*Task details:* If a line in the entries contains the string "middle", include that line in your answer.

*Record extracts:*
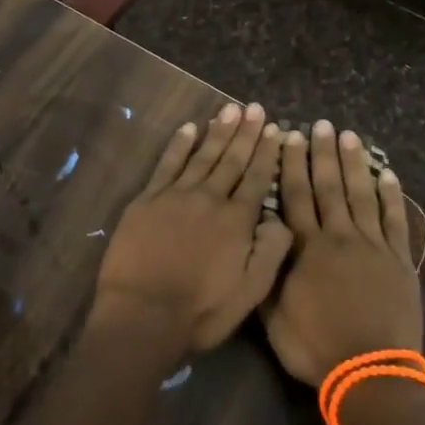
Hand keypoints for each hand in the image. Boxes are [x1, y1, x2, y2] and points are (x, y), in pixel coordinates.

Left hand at [93, 102, 293, 357]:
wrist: (142, 316)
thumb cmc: (200, 311)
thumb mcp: (250, 293)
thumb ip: (271, 252)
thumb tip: (281, 217)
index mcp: (237, 220)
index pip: (257, 178)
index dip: (267, 153)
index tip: (275, 129)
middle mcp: (210, 198)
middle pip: (232, 160)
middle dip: (246, 133)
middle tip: (255, 108)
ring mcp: (176, 195)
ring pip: (203, 156)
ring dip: (218, 132)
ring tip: (230, 110)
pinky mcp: (148, 199)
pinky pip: (167, 164)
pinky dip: (180, 144)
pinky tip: (189, 128)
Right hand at [261, 119, 423, 386]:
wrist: (371, 374)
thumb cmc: (317, 347)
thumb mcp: (275, 317)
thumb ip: (267, 274)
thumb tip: (260, 237)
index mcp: (307, 248)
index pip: (296, 196)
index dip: (291, 164)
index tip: (289, 136)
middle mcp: (339, 237)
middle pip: (329, 187)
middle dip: (323, 153)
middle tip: (322, 124)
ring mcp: (373, 246)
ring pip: (361, 195)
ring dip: (355, 164)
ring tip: (350, 136)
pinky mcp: (399, 260)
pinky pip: (395, 220)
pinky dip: (392, 196)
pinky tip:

*Solution for this exercise:*
middle mcp: (210, 198)
middle pip: (232, 160)
middle dip: (246, 133)
middle tip: (255, 108)
middle mcp: (339, 237)
middle pip: (329, 187)
middle dip: (323, 153)
middle tip: (322, 124)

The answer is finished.